Why SEO Isn’t Really Important
Decisionmaking, consulting December 28th. 2009, 9:42amSearch Engine Optimization (SEO) has been a buzzword and key concept in website development for several years. Anyone creating a new website is urged to follow SEO guidelines, to pick the right tags and design their site for Google friendliness, all in an effort to attract organic search traffic by being at the top of the Google rankings for particular keywords. For example, a site that sells women’s fashions wants to appear on the first page of Google search results for “women’s clothes”. Companies spend thousands of dollars tuning their websites, soliciting backlinks to boost their site’s credibility within Google, and adding filler copy to produce more keyword-rich content.

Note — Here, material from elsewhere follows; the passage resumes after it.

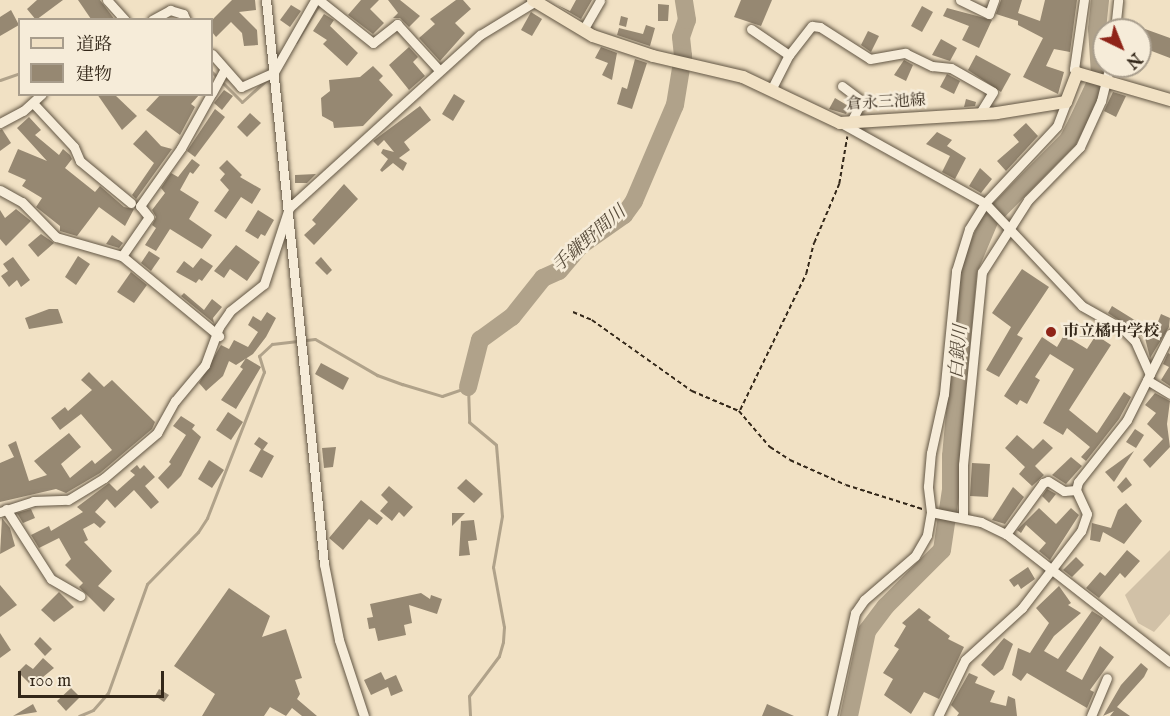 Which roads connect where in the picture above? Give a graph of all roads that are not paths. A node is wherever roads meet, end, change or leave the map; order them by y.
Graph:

There’s nothing wrong with any of this – but in the arms race of website promotion, SEO is the equivalent of rifles and hand grenades. It’s useful, you certainly need it – but it isn’t going to win the war for you. The other side has rifles and hand grenades, too. Even Somali pirates can afford rifles and hand grenades. There is little or no “edge” to be gained by having a slightly better rifle or somewhat more hand grenades than your competition – you’re using basically the same tools to fight for the same ground. You can’t NOT do it, because that would give your competition an advantage over you, but it isn’t going to be enough to win.
To win, you have to focus on something other than impressing the Google algorithm and attracting large quantities of essentially random traffic. To win, you have to focus on providing your customers with something that they can’t get in other places.
Companies hate hearing this, because providing unique value is HARD. Everyone wants to think they have a unique value proposition – but the hard truth is, most companies don’t. Sears isn’t doing anything that Macy’s isn’t doing. One oil-change chain is much like another.
Many companies start out providing unique value, because they were created in order to exploit some hole in the market. If nobody is selling left-handed widgets in Denver, then my left-handed widget shop, just by existing, has a unique value proposition (UVP): “We sell left-handed widgets in Denver, and nobody else does that.” The problem with this is that detecting a new niche is a one-off process: once someone starts to successfully fill a niche, other entrepreneurs will see the business possibilities and move into the marketplace. It won’t be long until Wal-Mart starts carrying left-handed widgets in their Denver stores, once they see that there is in fact a market for that – and then my unique value proposition goes “poof”.
So not only does your company need a UVP, it needs to be aware that the UVP must be dynamic and adaptable, not a one-time decision or discovery. Market conditions change, competitors enter, technologies shift – and your company and its mission have to be able to adapt as well. When Wal-Mart starts selling widgets, I have to find something new to add – and ideally, something that will be hard for Wal-Mart to duplicate. Perhaps I could start compiling performance data on all the left-handed widget models on the market, and publish that data in my shop but not online – so that people who come into Bob’s Widget World have better information than people going to Wal-Mart. Now my UVP is “We sell left-handed widgets in Denver with transparent performance information so that our customers always get the best widget.” Wal-Mart will have a hard time matching that expertise – but if they do, I have to be ready to take another step, continually innovating and finding ways to provide more value to my customers.
When it comes to websites, the bottom line is very simple: providing unique value to the people who use your site is where you can find an edge over your competition. You must invest in SEO in order to stay in the game; you must invest in providing value to customers in order to win it.

June 2nd, 2010 at 7:24 pm
Reciprocal links aren’t as powerful as one-way links. This is why you want to receive one-way links from other websites whereever possible. But there are also things called “reciprocal link loops” which are like bigger versions of this. I mentioned one in the last tip… A links to B, B links to C and C links to A. That’s a loop… it eventually comes full circle back to the first site. A “link loop” can get pretty large.